We compared the frequency of CpG island methylation phenotype (CIMP), inactivation of APC, p53 and DCC genes and K-ras and BRAF mutations in 39 mucinous carcinomas (MC) and 34 non-mucinous carcinomas (NMC) of the colorectum with different microsatellite instability (MSI) status. The higher incidence of MSI (36% vs. 18%) was observed in MC compared with NMC. APC inactivation and K-ras mutations occurred more frequently in NMC (APC, 88%, p<0.001; K-ras, 58%, p=0.01) than in MC (APC, 24%; K-ras, 28%) regardless of MSI status.
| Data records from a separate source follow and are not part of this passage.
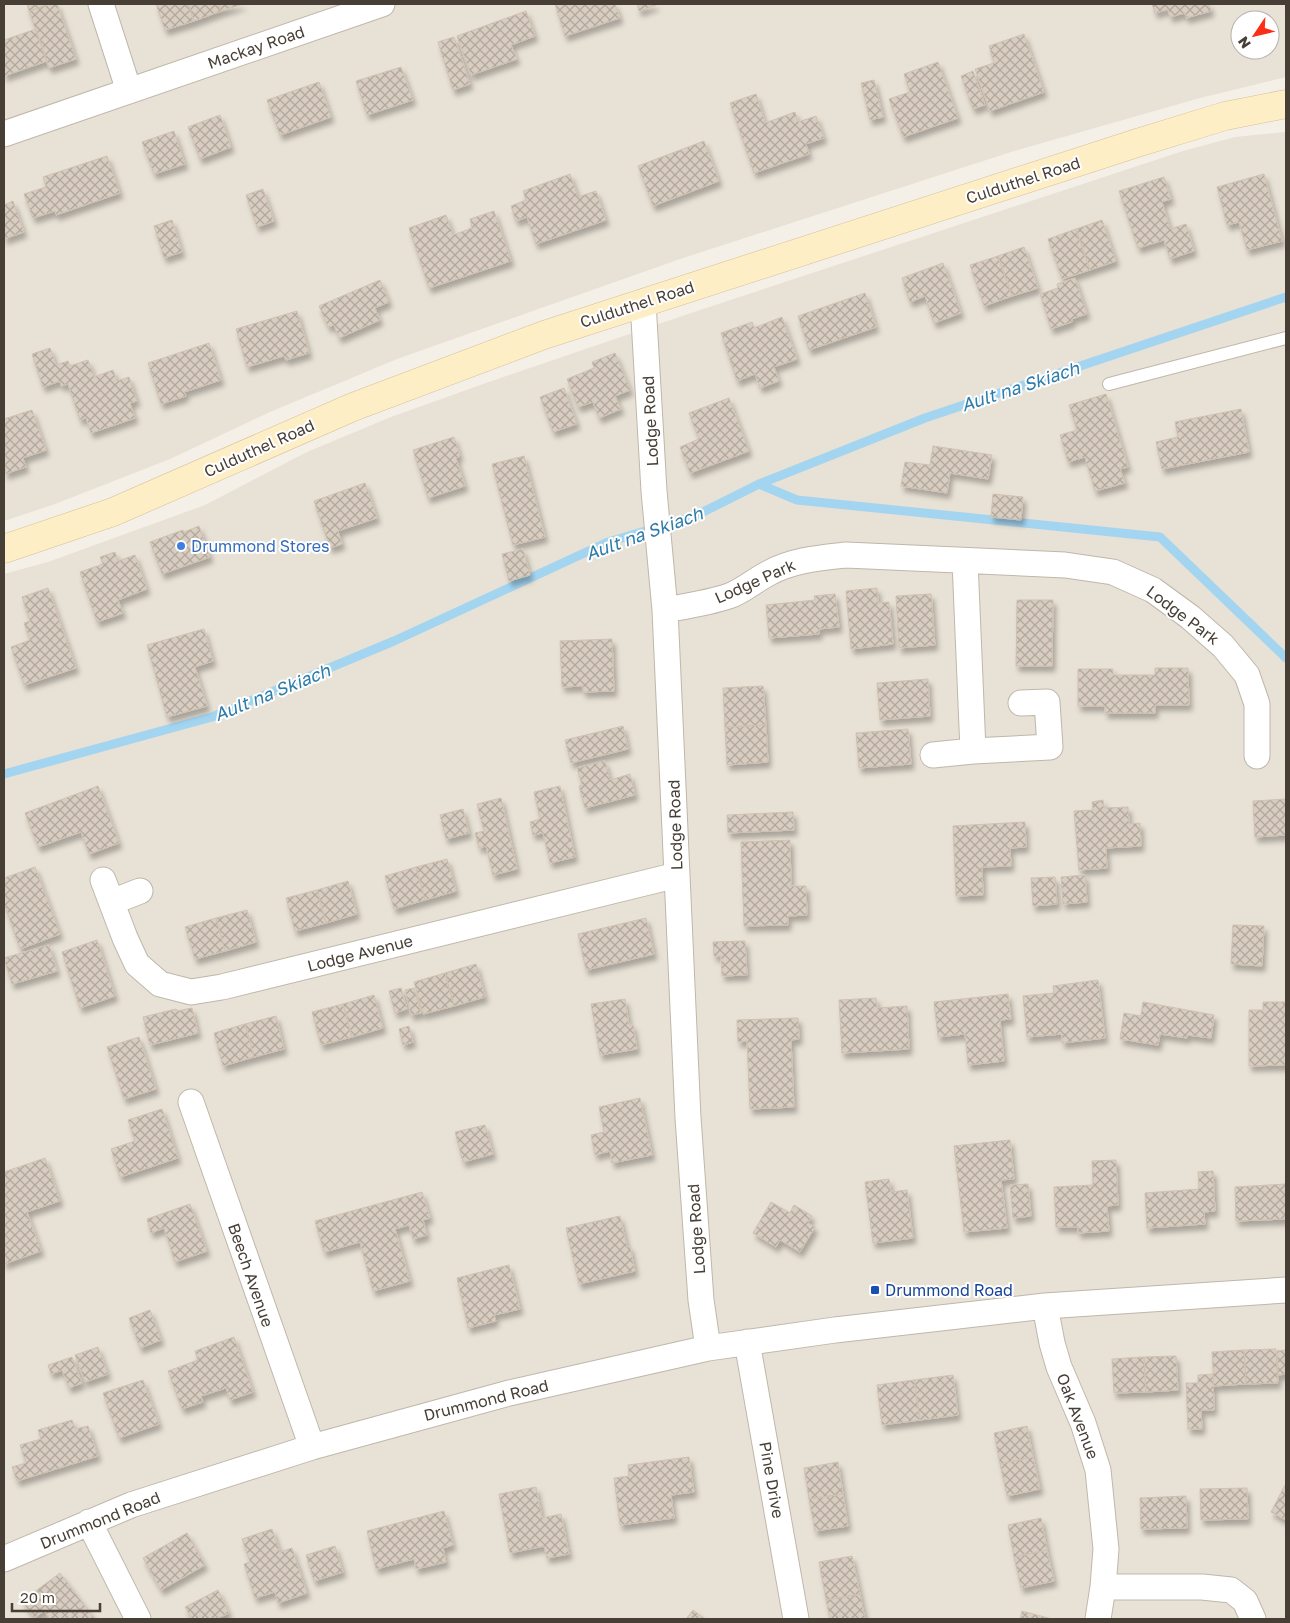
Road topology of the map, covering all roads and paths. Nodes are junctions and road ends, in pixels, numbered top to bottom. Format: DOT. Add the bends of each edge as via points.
graph roads {
  1 [pos="101,4"];
  2 [pos="382,4"];
  3 [pos="130,91"];
  4 [pos="1286,104"];
  5 [pos="4,134"];
  6 [pos="643,302"];
  7 [pos="1286,338"];
  8 [pos="1109,384"];
  9 [pos="4,549"];
  10 [pos="965,561"];
  11 [pos="665,610"];
  12 [pos="1021,703"];
  13 [pos="973,751"];
  14 [pos="933,755"];
  15 [pos="1257,756"];
  16 [pos="677,875"];
  17 [pos="140,891"];
  18 [pos="191,1102"];
  19 [pos="1286,1290"];
  20 [pos="1045,1306"];
  21 [pos="748,1342"];
  22 [pos="708,1348"];
  23 [pos="312,1447"];
  24 [pos="89,1522"];
  25 [pos="4,1559"];
  26 [pos="1104,1586"];
  27 [pos="138,1619"];
  28 [pos="796,1619"];
  29 [pos="1098,1619"];
  30 [pos="1253,1619"];
  1 -- 3 [label="street"];
  2 -- 3 [label="street, Mackay Road"];
  3 -- 5 [label="street, Mackay Road"];
  4 -- 6 [label="main road, Culduthel Road" via="1225,116 1146,140"];
  6 -- 9 [label="main road, Culduthel Road" via="544,335 353,407 113,512"];
  6 -- 11 [label="street, Lodge Road"];
  7 -- 8 [label="lane"];
  10 -- 11 [label="street, Lodge Park" via="846,555 811,558 770,572 730,595"];
  10 -- 13 [label="street"];
  10 -- 15 [label="street, Lodge Park" via="1065,565 1113,572 1153,590 1223,646 1248,675 1257,704"];
  11 -- 16 [label="street, Lodge Road"];
  12 -- 13 [label="street" via="1048,702 1050,747"];
  13 -- 14 [label="street"];
  16 -- 17 [label="street, Lodge Avenue" via="191,992 160,984 137,964 108,891"];
  16 -- 22 [label="street, Lodge Road" via="690,1137 701,1300"];
  18 -- 23 [label="street, Beech Avenue"];
  19 -- 20 [label="street, Drummond Road"];
  20 -- 21 [label="street, Drummond Road"];
  20 -- 26 [label="street, Oak Avenue" via="1059,1367 1083,1423 1098,1470 1106,1549"];
  21 -- 22 [label="street, Drummond Road"];
  21 -- 28 [label="street, Pine Drive"];
  22 -- 23 [label="street, Drummond Road" via="509,1393"];
  23 -- 24 [label="street, Drummond Road" via="131,1505"];
  24 -- 25 [label="street, Drummond Road"];
  24 -- 27 [label="street"];
  26 -- 29 [label="street, Oak Avenue"];
  26 -- 30 [label="street" via="1202,1586 1231,1590 1245,1601"];
}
BRAF mutation occurred at a higher frequency in MC (18%, p=0.01) than in NMC (0%). However, with respect to inactivation of p53 and DCC, MSI status did matter and in both NMC and MC, more frequent inactivation of p53 and DCC was observed in MSS tumors than in MSI tumors. MSS tumors of NMC had a higher frequency of p53 (58% by IHC, p=0.03 and 83% by LOH, p=0.02) and DCC inactivation (83%, p=0.02) compared to MSI tumors of NMC (p53, 33% by IHC and 20% by LOH; DCC, 20%). MSS tumors of MC also showed a higher frequency of p53 and DCC inactivation (p53, 45% by IHC, p=0.02 and 53% by LOH, p=0.005; DCC, 82%, p=0.001) compared to MSI tumors of MC (p53, 0% by IHC and 0% for LOH; DCC, 17%). MC showed a higher frequency of CIMP compared with NMC (41% vs. 11%, p=0.01). These results indicate that mucinous carcinomas of the colorectum exhibit distinct molecular genetic characteristics and may arise from distinct pathogenic pathways.